→ **WORK TASK**
Restate each record word for word, omitting whatever pictures it holds.

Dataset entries
----------

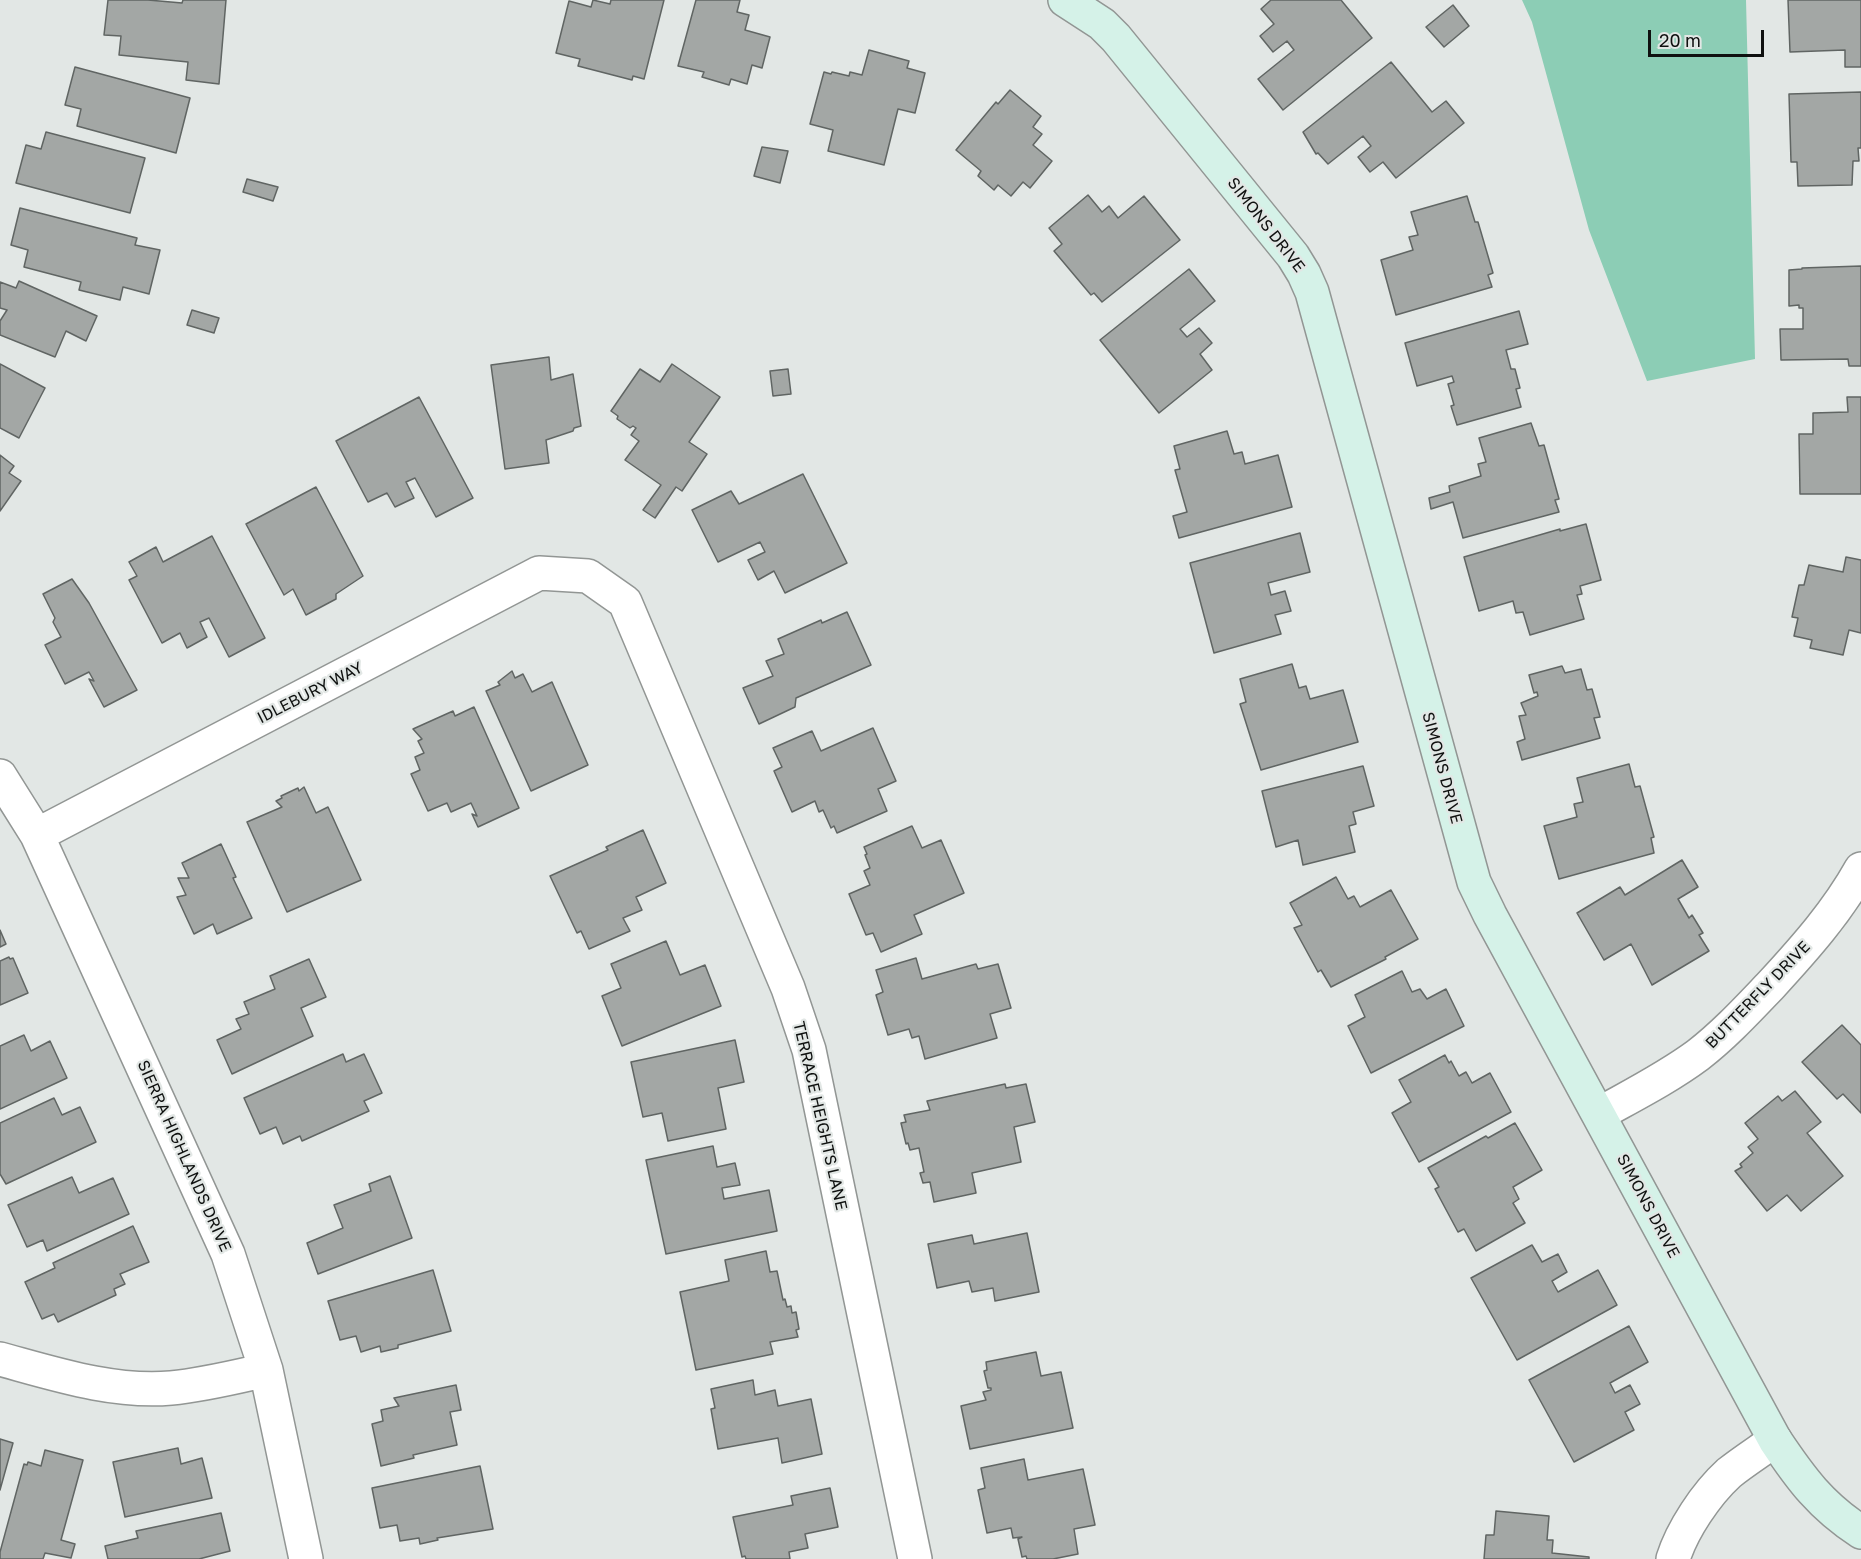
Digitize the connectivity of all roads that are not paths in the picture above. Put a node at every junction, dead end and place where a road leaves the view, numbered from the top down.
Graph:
1 (1065, 0) edge
2 (588, 576) joint
3 (0, 776) edge
4 (37, 835) junction
5 (1861, 868) edge
6 (1599, 1114) junction
7 (0, 1359) edge
8 (266, 1370) junction
9 (1775, 1440) junction
10 (1861, 1532) edge
11 (306, 1559) edge
12 (915, 1559) edge
13 (1673, 1559) edge

1 - 6 street, SIMONS DRIVE
2 - 4 street, IDLEBURY WAY
2 - 12 street, TERRACE HEIGHTS LANE
3 - 4 street, SIERRA HIGHLANDS DRIVE
4 - 8 street, SIERRA HIGHLANDS DRIVE
5 - 6 street, BUTTERFLY DRIVE
6 - 9 street, SIMONS DRIVE
7 - 8 street
8 - 11 street, SIERRA HIGHLANDS DRIVE
9 - 10 street, SIMONS DRIVE
9 - 13 street

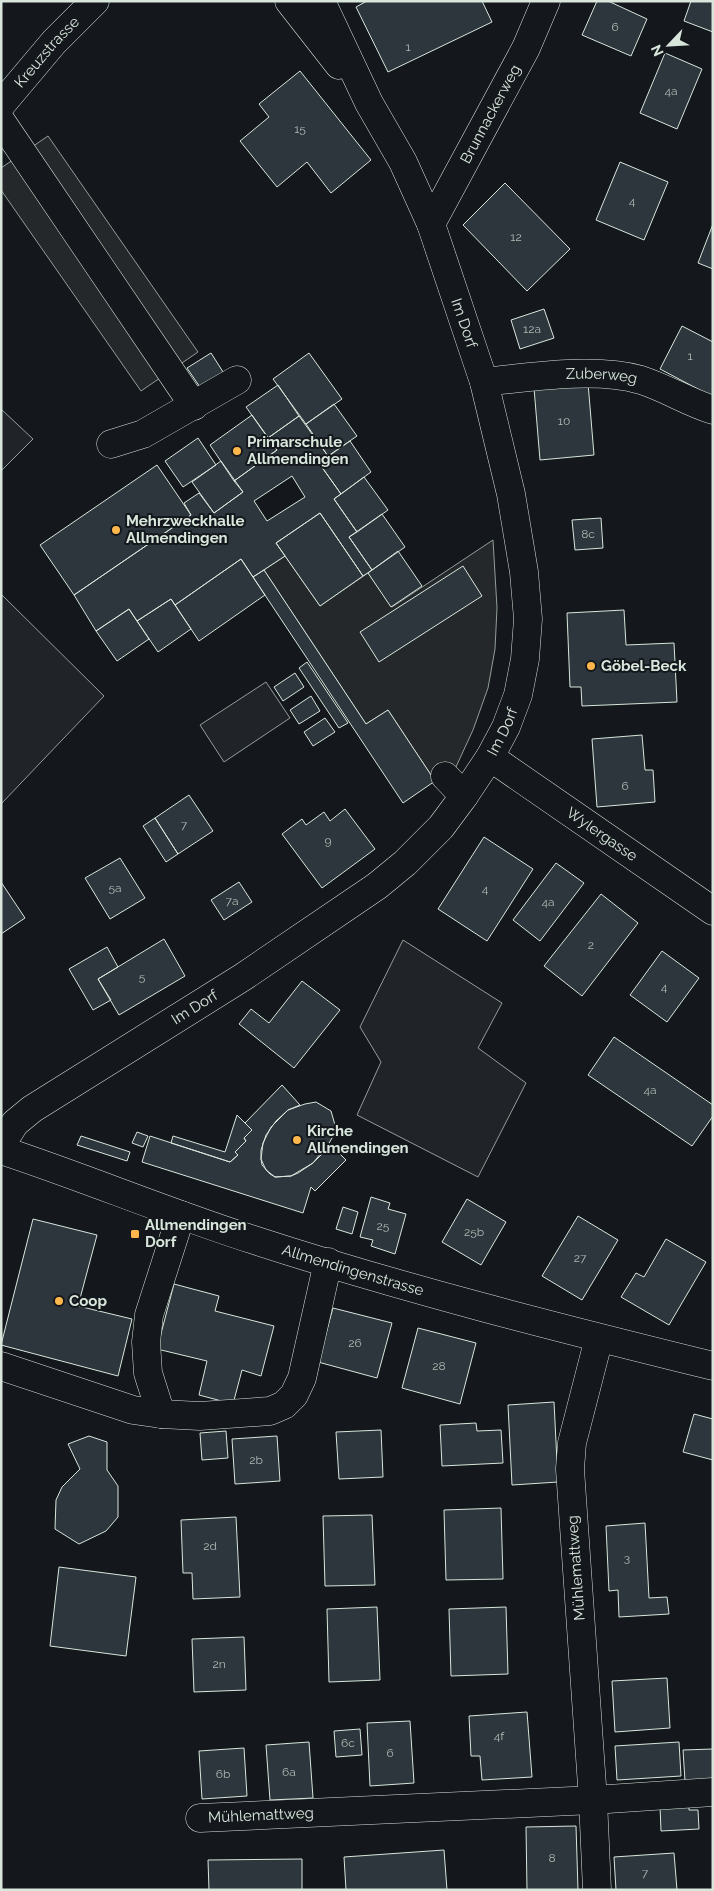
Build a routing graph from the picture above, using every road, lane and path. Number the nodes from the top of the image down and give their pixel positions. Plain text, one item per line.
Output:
1 (96, 1) edge
2 (289, 1) edge
3 (321, 1) edge
4 (546, 1) edge
5 (369, 103) junction
6 (1, 105) edge
7 (1, 121) edge
8 (431, 224) junction
9 (237, 380) dead end
10 (484, 382) junction
11 (194, 406) junction
12 (713, 410) edge
13 (111, 444) dead end
14 (490, 757) junction
15 (445, 776) dead end
16 (464, 796) junction
17 (713, 911) edge
18 (1, 1145) edge
19 (1, 1150) edge
20 (181, 1215) junction
21 (328, 1262) junction
22 (599, 1338) junction
23 (1, 1366) edge
24 (713, 1366) edge
25 (161, 1414) junction
26 (713, 1792) edge
27 (593, 1800) junction
28 (200, 1818) dead end
29 (597, 1890) edge

1 - 6 street, Kreuzstrasse
2 - 5 street, Im Dorf
3 - 5 street, Im Dorf
4 - 8 street, Brunnackerweg
5 - 8 street, Im Dorf
7 - 11 street
8 - 10 street, Im Dorf
9 - 11 street
10 - 12 street, Zuberweg
10 - 14 street, Im Dorf
11 - 13 street
14 - 16 street, Im Dorf
14 - 17 street, Wylergasse
15 - 16 street
16 - 18 street, Im Dorf
19 - 20 street, Allmendingenstrasse
20 - 21 street, Allmendingenstrasse
20 - 25 street
21 - 22 street, Allmendingenstrasse
21 - 25 street
22 - 24 street, Allmendingenstrasse
22 - 27 street, Mühlemattweg
23 - 25 street
26 - 27 street, Mühlemattweg
27 - 28 street, Mühlemattweg
27 - 29 street, Mühlemattweg

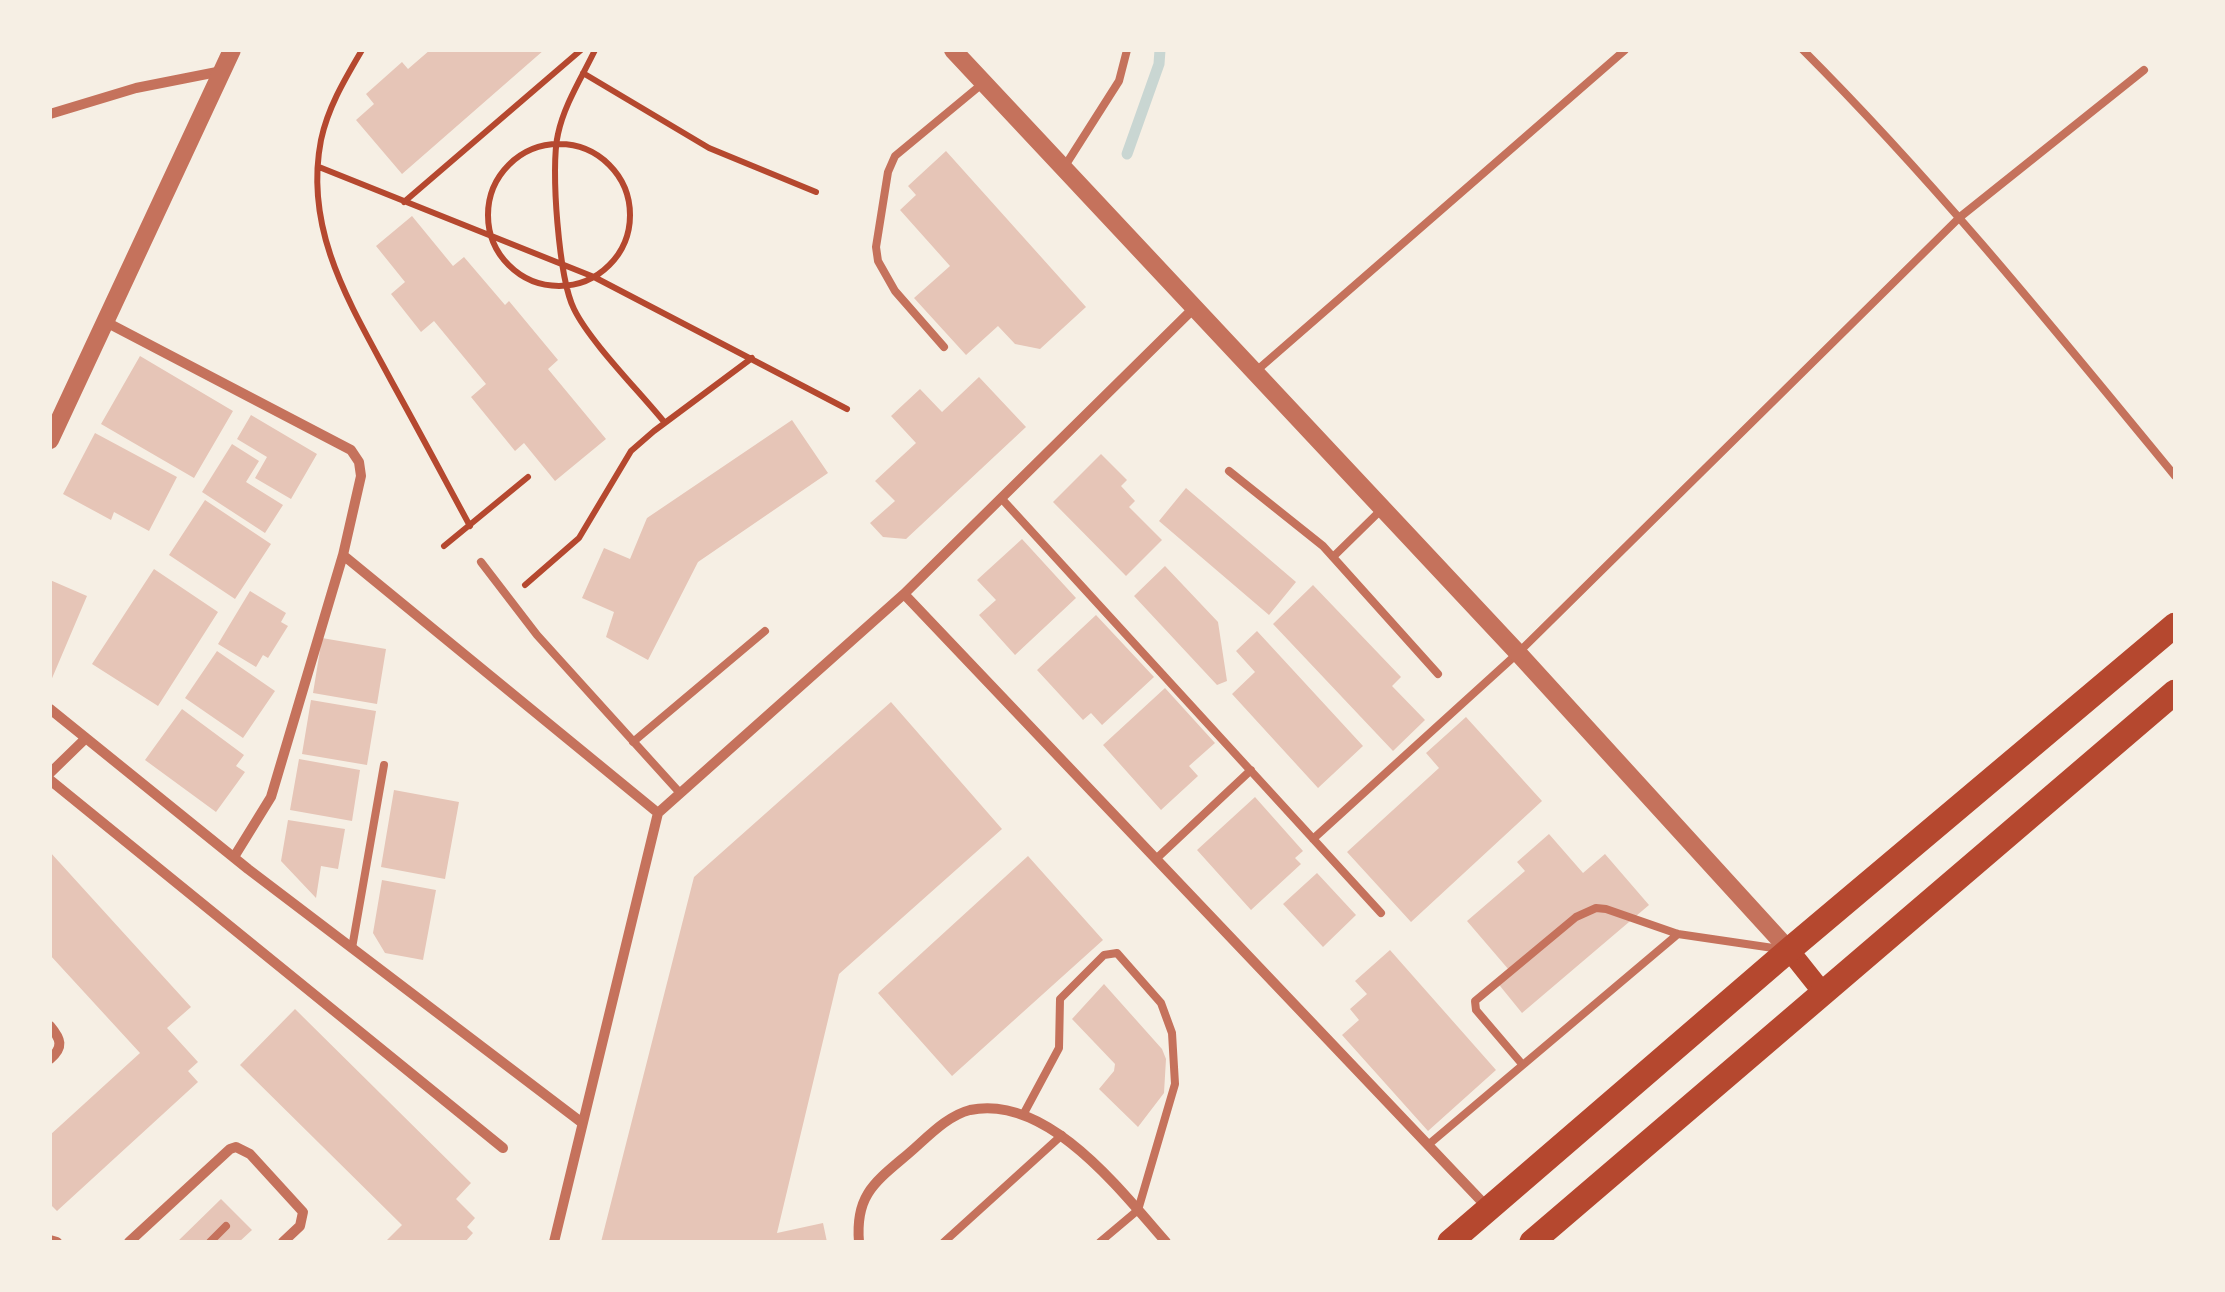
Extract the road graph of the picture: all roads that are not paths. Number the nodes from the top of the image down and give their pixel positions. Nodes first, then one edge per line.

----------

→ **EXPECTED ANSWER**
Digitize the connectivity of all roads that are not paths in the picture above. Put a node at every junction, dead end and place where a road leaves the view, numbered from the top down.
Graph:
1 (1065, 0) edge
2 (588, 576) joint
3 (0, 776) edge
4 (37, 835) junction
5 (1861, 868) edge
6 (1599, 1114) junction
7 (0, 1359) edge
8 (266, 1370) junction
9 (1775, 1440) junction
10 (1861, 1532) edge
11 (306, 1559) edge
12 (915, 1559) edge
13 (1673, 1559) edge

1 - 6 street, SIMONS DRIVE
2 - 4 street, IDLEBURY WAY
2 - 12 street, TERRACE HEIGHTS LANE
3 - 4 street, SIERRA HIGHLANDS DRIVE
4 - 8 street, SIERRA HIGHLANDS DRIVE
5 - 6 street, BUTTERFLY DRIVE
6 - 9 street, SIMONS DRIVE
7 - 8 street
8 - 11 street, SIERRA HIGHLANDS DRIVE
9 - 10 street, SIMONS DRIVE
9 - 13 street

Build a routing graph from the picture above, using every road, lane and path. Number the nodes from the top of the image down and give their pixel positions. Plain text, one item per line.
Output:
1 (96, 1) edge
2 (289, 1) edge
3 (321, 1) edge
4 (546, 1) edge
5 (369, 103) junction
6 (1, 105) edge
7 (1, 121) edge
8 (431, 224) junction
9 (237, 380) dead end
10 (484, 382) junction
11 (194, 406) junction
12 (713, 410) edge
13 (111, 444) dead end
14 (490, 757) junction
15 (445, 776) dead end
16 (464, 796) junction
17 (713, 911) edge
18 (1, 1145) edge
19 (1, 1150) edge
20 (181, 1215) junction
21 (328, 1262) junction
22 (599, 1338) junction
23 (1, 1366) edge
24 (713, 1366) edge
25 (161, 1414) junction
26 (713, 1792) edge
27 (593, 1800) junction
28 (200, 1818) dead end
29 (597, 1890) edge

1 - 6 street, Kreuzstrasse
2 - 5 street, Im Dorf
3 - 5 street, Im Dorf
4 - 8 street, Brunnackerweg
5 - 8 street, Im Dorf
7 - 11 street
8 - 10 street, Im Dorf
9 - 11 street
10 - 12 street, Zuberweg
10 - 14 street, Im Dorf
11 - 13 street
14 - 16 street, Im Dorf
14 - 17 street, Wylergasse
15 - 16 street
16 - 18 street, Im Dorf
19 - 20 street, Allmendingenstrasse
20 - 21 street, Allmendingenstrasse
20 - 25 street
21 - 22 street, Allmendingenstrasse
21 - 25 street
22 - 24 street, Allmendingenstrasse
22 - 27 street, Mühlemattweg
23 - 25 street
26 - 27 street, Mühlemattweg
27 - 28 street, Mühlemattweg
27 - 29 street, Mühlemattweg

Extract the road graph of the picture: all roads that are not paths. Number the nodes from the top of the image down and give their pixel positions. Nodes first, then one edge per line.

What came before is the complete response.